Ahmad Tahani M, Guida Alessandro, Stewart Sam, Barrett Noah, Vincer Michael J, Afifi Jehier K
Department of Pediatric Radiology, IWK Health, Halifax, Nova Scotia, Canada.
Department of Diagnostic Radiology, Dalhousie University, IWK Health, Nova Scotia, Canada.
Mayo Clin Proc Digit Health. 2024 Oct 9;2(4):596-605. doi: 10.1016/j.mcpdig.2024.09.003. eCollection 2024 Dec.
To develop deep learning (DL) models applied to neonatal cranial ultrasound (CUS) and clinical variables to predict neurodevelopmental impairment (NDI) in very preterm infants (VPIs) at 3 years of corrected age.

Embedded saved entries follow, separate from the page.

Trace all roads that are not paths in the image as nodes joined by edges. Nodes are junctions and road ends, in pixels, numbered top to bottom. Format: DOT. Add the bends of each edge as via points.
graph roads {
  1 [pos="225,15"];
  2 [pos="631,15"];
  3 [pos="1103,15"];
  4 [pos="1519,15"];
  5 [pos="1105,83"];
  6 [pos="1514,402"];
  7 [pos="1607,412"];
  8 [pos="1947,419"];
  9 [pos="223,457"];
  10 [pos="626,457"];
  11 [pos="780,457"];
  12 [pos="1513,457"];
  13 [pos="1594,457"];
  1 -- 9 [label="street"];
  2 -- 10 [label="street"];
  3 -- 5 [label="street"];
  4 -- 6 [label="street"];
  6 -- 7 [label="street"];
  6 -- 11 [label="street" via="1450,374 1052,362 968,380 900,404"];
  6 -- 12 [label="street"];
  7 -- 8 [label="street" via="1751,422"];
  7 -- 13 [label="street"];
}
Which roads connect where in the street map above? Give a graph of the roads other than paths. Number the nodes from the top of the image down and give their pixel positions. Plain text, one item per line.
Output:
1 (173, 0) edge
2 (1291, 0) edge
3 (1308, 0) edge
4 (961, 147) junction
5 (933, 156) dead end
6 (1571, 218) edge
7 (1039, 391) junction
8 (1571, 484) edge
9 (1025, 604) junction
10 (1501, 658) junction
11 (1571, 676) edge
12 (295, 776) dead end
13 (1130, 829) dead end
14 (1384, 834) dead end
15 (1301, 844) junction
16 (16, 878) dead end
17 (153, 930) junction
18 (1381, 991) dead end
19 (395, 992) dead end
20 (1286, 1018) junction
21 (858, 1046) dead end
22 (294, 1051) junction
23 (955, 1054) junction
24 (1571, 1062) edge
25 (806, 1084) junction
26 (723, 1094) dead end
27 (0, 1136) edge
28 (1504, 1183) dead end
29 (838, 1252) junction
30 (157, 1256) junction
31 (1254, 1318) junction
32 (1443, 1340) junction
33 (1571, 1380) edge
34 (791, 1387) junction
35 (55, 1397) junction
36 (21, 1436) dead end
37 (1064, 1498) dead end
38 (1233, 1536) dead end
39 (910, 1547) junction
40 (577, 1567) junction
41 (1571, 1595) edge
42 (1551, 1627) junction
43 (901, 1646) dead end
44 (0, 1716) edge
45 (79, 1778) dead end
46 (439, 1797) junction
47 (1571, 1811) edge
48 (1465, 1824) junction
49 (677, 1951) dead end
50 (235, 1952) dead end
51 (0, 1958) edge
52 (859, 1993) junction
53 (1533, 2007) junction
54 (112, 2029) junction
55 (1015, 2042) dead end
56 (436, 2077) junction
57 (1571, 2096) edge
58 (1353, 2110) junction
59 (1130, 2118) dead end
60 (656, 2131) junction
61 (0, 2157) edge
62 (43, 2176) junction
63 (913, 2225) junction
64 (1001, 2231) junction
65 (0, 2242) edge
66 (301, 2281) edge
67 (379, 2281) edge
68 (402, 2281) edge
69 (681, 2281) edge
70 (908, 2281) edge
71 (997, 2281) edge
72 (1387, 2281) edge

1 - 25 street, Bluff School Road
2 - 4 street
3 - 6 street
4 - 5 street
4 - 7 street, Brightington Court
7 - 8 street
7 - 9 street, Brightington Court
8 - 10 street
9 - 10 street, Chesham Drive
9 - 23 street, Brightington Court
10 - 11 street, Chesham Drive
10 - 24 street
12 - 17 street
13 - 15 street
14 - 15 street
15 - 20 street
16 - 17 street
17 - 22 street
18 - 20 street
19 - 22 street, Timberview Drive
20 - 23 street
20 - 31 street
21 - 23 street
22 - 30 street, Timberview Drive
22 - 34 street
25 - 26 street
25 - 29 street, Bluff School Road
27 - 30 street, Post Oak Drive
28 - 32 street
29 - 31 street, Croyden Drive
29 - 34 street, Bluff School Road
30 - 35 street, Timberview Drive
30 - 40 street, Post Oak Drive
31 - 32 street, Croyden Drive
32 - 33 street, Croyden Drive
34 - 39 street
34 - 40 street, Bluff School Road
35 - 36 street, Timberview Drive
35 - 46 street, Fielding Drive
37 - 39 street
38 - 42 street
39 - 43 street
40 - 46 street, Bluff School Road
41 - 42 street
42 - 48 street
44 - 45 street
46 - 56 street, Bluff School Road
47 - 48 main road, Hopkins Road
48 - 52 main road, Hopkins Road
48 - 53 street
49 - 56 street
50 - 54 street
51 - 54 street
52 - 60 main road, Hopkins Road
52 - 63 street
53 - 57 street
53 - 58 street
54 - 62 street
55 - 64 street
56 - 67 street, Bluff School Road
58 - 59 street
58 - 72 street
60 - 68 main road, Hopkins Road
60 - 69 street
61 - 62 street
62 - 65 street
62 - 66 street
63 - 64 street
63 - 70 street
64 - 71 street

This is a retrospective study of a cohort of VPI (22-30 weeks' gestation) born between 2004 and 2016 in Nova Scotia, Canada. Clinical data at hospital discharge and CUS images at 3 time points were used to develop DL models using elastic net (EN) and convolutional neural network (CNN). The models' performances were compared using precision recall area under the curve (PR-AUC) and area under the receiver operation characteristic curve (ROC-AUC) with their 95% ci.
Of 665 eligible VPIs, 619 (93%) infants with 4184 CUS images were included. The CNN model combining CUS and clinical variables reported better performance (PR-AUC, 0.75; 95% CI, 072-0.79; ROC-AUC, 0.71; 95% CI, 0.67-0.74) in the prediction of positive NDI outcome compared with the traditional models based solely on clinical predictors (PR-AUC, 0.60; 95% CI, 0.52-0.68; ROC-AUC, 0.72; 95% CI, 0.68-0.75). When analyzed by the CUS plane and acquisition time point, the model using the anterior coronal plane at 6 weeks of age provided the highest predictive accuracy (PR-AUC, 0.81; 95% CI, 0.77-0.91; ROC-AUC, 0.78; 95% CI, 0.66-0.87).
We developed and internally validated a DL prognostic model using CUS and clinical predictors to predict NDI in VPIs at 3 years of age. Early and accurate identification of infants at risk for NDI enables referral to targeted interventions, which improves functional outcomes.
开发应用于新生儿颅脑超声(CUS)和临床变量的深度学习(DL)模型,以预测极早产儿(VPI)在矫正年龄3岁时的神经发育障碍(NDI)。
这是一项对2004年至2016年在加拿大新斯科舍省出生的一组VPI(妊娠22 - 30周)的回顾性研究。利用出院时的临床数据和3个时间点的CUS图像,采用弹性网络(EN)和卷积神经网络(CNN)开发DL模型。使用精确召回率曲线下面积(PR - AUC)和受试者操作特征曲线下面积(ROC - AUC)及其95%置信区间比较模型性能。
在665名符合条件的VPI中,纳入了619名(93%)婴儿的4184张CUS图像。与仅基于临床预测指标的传统模型相比,结合CUS和临床变量的CNN模型在预测NDI阳性结果方面表现更好(PR - AUC,0.75;95%置信区间,0.72 - 0.79;ROC - AUC,0.71;95%置信区间,0.67 - 0.74)。按CUS平面和采集时间点分析时,使用6周龄时前冠状平面的模型预测准确性最高(PR - AUC,0.81;95%置信区间,0.77 - 0.91;ROC - AUC,0.78;95%置信区间,0.66 - 0.87)。
我们开发并内部验证了一种使用CUS和临床预测指标的DL预后模型,用于预测3岁VPI的NDI。早期准确识别有NDI风险的婴儿可使其获得针对性干预,从而改善功能结局。